» DATASET ENTRIES
⟨

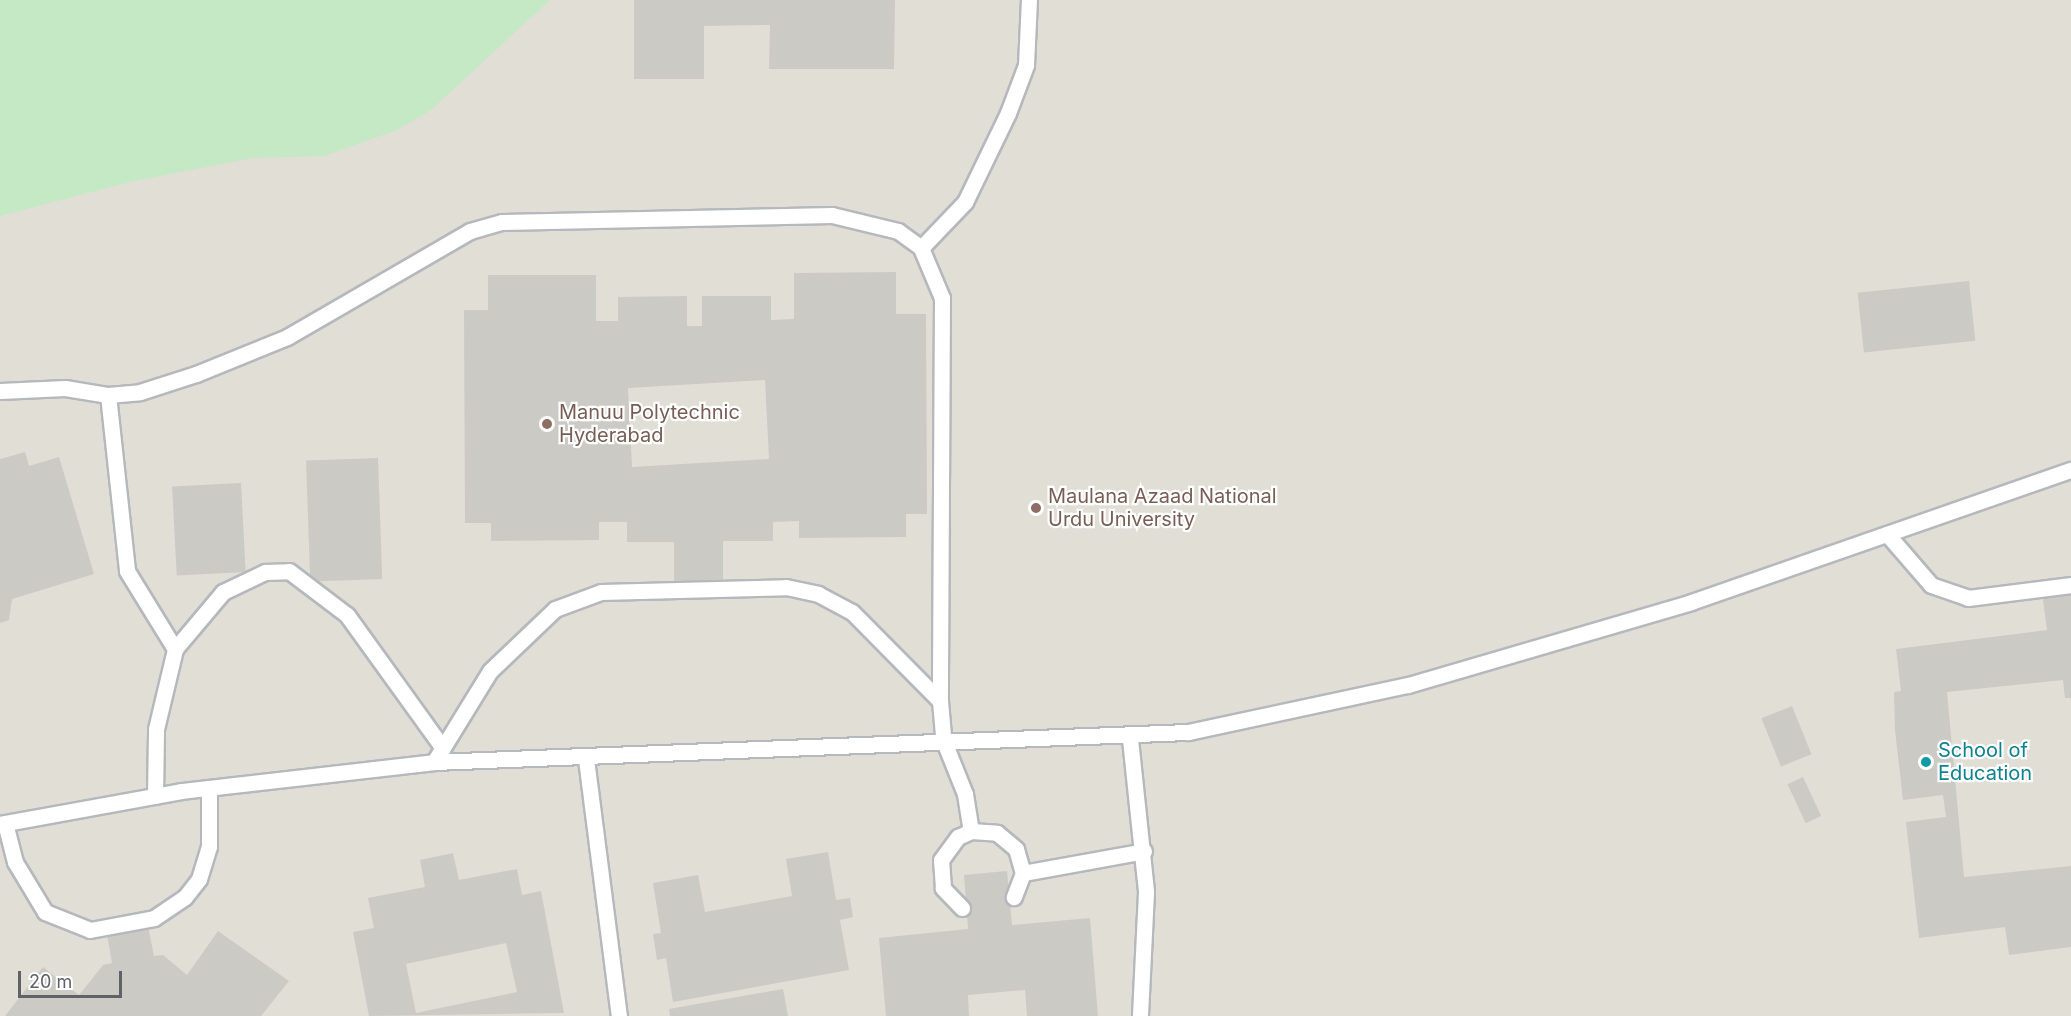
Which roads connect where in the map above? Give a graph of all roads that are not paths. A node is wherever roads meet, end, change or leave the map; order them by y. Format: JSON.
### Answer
{"nodes":[{"id":1,"x":1029,"y":0,"type":"edge"},
{"id":2,"x":921,"y":248,"type":"junction"},
{"id":3,"x":0,"y":391,"type":"edge"},
{"id":4,"x":108,"y":395,"type":"junction"},
{"id":5,"x":2071,"y":470,"type":"edge"},
{"id":6,"x":1887,"y":534,"type":"junction"},
{"id":7,"x":2071,"y":585,"type":"edge"},
{"id":8,"x":176,"y":649,"type":"junction"},
{"id":9,"x":940,"y":701,"type":"junction"},
{"id":10,"x":943,"y":739,"type":"junction"},
{"id":11,"x":1130,"y":739,"type":"junction"},
{"id":12,"x":442,"y":748,"type":"junction"},
{"id":13,"x":586,"y":759,"type":"junction"},
{"id":14,"x":434,"y":762,"type":"junction"},
{"id":15,"x":209,"y":788,"type":"junction"},
{"id":16,"x":155,"y":796,"type":"junction"},
{"id":17,"x":2,"y":823,"type":"edge"},
{"id":18,"x":971,"y":831,"type":"junction"},
{"id":19,"x":1144,"y":851,"type":"junction"},
{"id":20,"x":1023,"y":873,"type":"junction"},
{"id":21,"x":1014,"y":897,"type":"dead end"},
{"id":22,"x":962,"y":908,"type":"dead end"},
{"id":23,"x":619,"y":1016,"type":"edge"},
{"id":24,"x":1140,"y":1016,"type":"edge"}],
"edges":[{"from":1,"to":2,"type":"lane"},
{"from":2,"to":4,"type":"lane"},
{"from":2,"to":9,"type":"lane"},
{"from":3,"to":4,"type":"lane"},
{"from":4,"to":8,"type":"lane"},
{"from":5,"to":6,"type":"lane"},
{"from":6,"to":7,"type":"lane"},
{"from":6,"to":11,"type":"lane"},
{"from":8,"to":12,"type":"lane"},
{"from":8,"to":16,"type":"lane"},
{"from":9,"to":10,"type":"lane"},
{"from":9,"to":12,"type":"lane"},
{"from":10,"to":11,"type":"lane"},
{"from":10,"to":13,"type":"lane"},
{"from":10,"to":18,"type":"lane"},
{"from":11,"to":19,"type":"lane"},
{"from":12,"to":14,"type":"lane"},
{"from":13,"to":14,"type":"lane"},
{"from":13,"to":23,"type":"lane"},
{"from":14,"to":15,"type":"lane"},
{"from":15,"to":16,"type":"lane"},
{"from":15,"to":17,"type":"lane"},
{"from":16,"to":17,"type":"lane"},
{"from":18,"to":20,"type":"lane"},
{"from":18,"to":22,"type":"lane"},
{"from":19,"to":20,"type":"lane"},
{"from":19,"to":24,"type":"lane"},
{"from":20,"to":21,"type":"lane"}]}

⟩

» EXERCISE DIRECTIONS
Would you retype every line shown above exactly, leaving the pictures aside?

» ANSWER BELOW
Which roads connect where in the map above? Give a graph of all roads that are not paths. A node is wherever roads meet, end, change or leave the map; order them by y. Format: JSON.
### Answer
{"nodes":[{"id":1,"x":1029,"y":0,"type":"edge"},
{"id":2,"x":921,"y":248,"type":"junction"},
{"id":3,"x":0,"y":391,"type":"edge"},
{"id":4,"x":108,"y":395,"type":"junction"},
{"id":5,"x":2071,"y":470,"type":"edge"},
{"id":6,"x":1887,"y":534,"type":"junction"},
{"id":7,"x":2071,"y":585,"type":"edge"},
{"id":8,"x":176,"y":649,"type":"junction"},
{"id":9,"x":940,"y":701,"type":"junction"},
{"id":10,"x":943,"y":739,"type":"junction"},
{"id":11,"x":1130,"y":739,"type":"junction"},
{"id":12,"x":442,"y":748,"type":"junction"},
{"id":13,"x":586,"y":759,"type":"junction"},
{"id":14,"x":434,"y":762,"type":"junction"},
{"id":15,"x":209,"y":788,"type":"junction"},
{"id":16,"x":155,"y":796,"type":"junction"},
{"id":17,"x":2,"y":823,"type":"edge"},
{"id":18,"x":971,"y":831,"type":"junction"},
{"id":19,"x":1144,"y":851,"type":"junction"},
{"id":20,"x":1023,"y":873,"type":"junction"},
{"id":21,"x":1014,"y":897,"type":"dead end"},
{"id":22,"x":962,"y":908,"type":"dead end"},
{"id":23,"x":619,"y":1016,"type":"edge"},
{"id":24,"x":1140,"y":1016,"type":"edge"}],
"edges":[{"from":1,"to":2,"type":"lane"},
{"from":2,"to":4,"type":"lane"},
{"from":2,"to":9,"type":"lane"},
{"from":3,"to":4,"type":"lane"},
{"from":4,"to":8,"type":"lane"},
{"from":5,"to":6,"type":"lane"},
{"from":6,"to":7,"type":"lane"},
{"from":6,"to":11,"type":"lane"},
{"from":8,"to":12,"type":"lane"},
{"from":8,"to":16,"type":"lane"},
{"from":9,"to":10,"type":"lane"},
{"from":9,"to":12,"type":"lane"},
{"from":10,"to":11,"type":"lane"},
{"from":10,"to":13,"type":"lane"},
{"from":10,"to":18,"type":"lane"},
{"from":11,"to":19,"type":"lane"},
{"from":12,"to":14,"type":"lane"},
{"from":13,"to":14,"type":"lane"},
{"from":13,"to":23,"type":"lane"},
{"from":14,"to":15,"type":"lane"},
{"from":15,"to":16,"type":"lane"},
{"from":15,"to":17,"type":"lane"},
{"from":16,"to":17,"type":"lane"},
{"from":18,"to":20,"type":"lane"},
{"from":18,"to":22,"type":"lane"},
{"from":19,"to":20,"type":"lane"},
{"from":19,"to":24,"type":"lane"},
{"from":20,"to":21,"type":"lane"}]}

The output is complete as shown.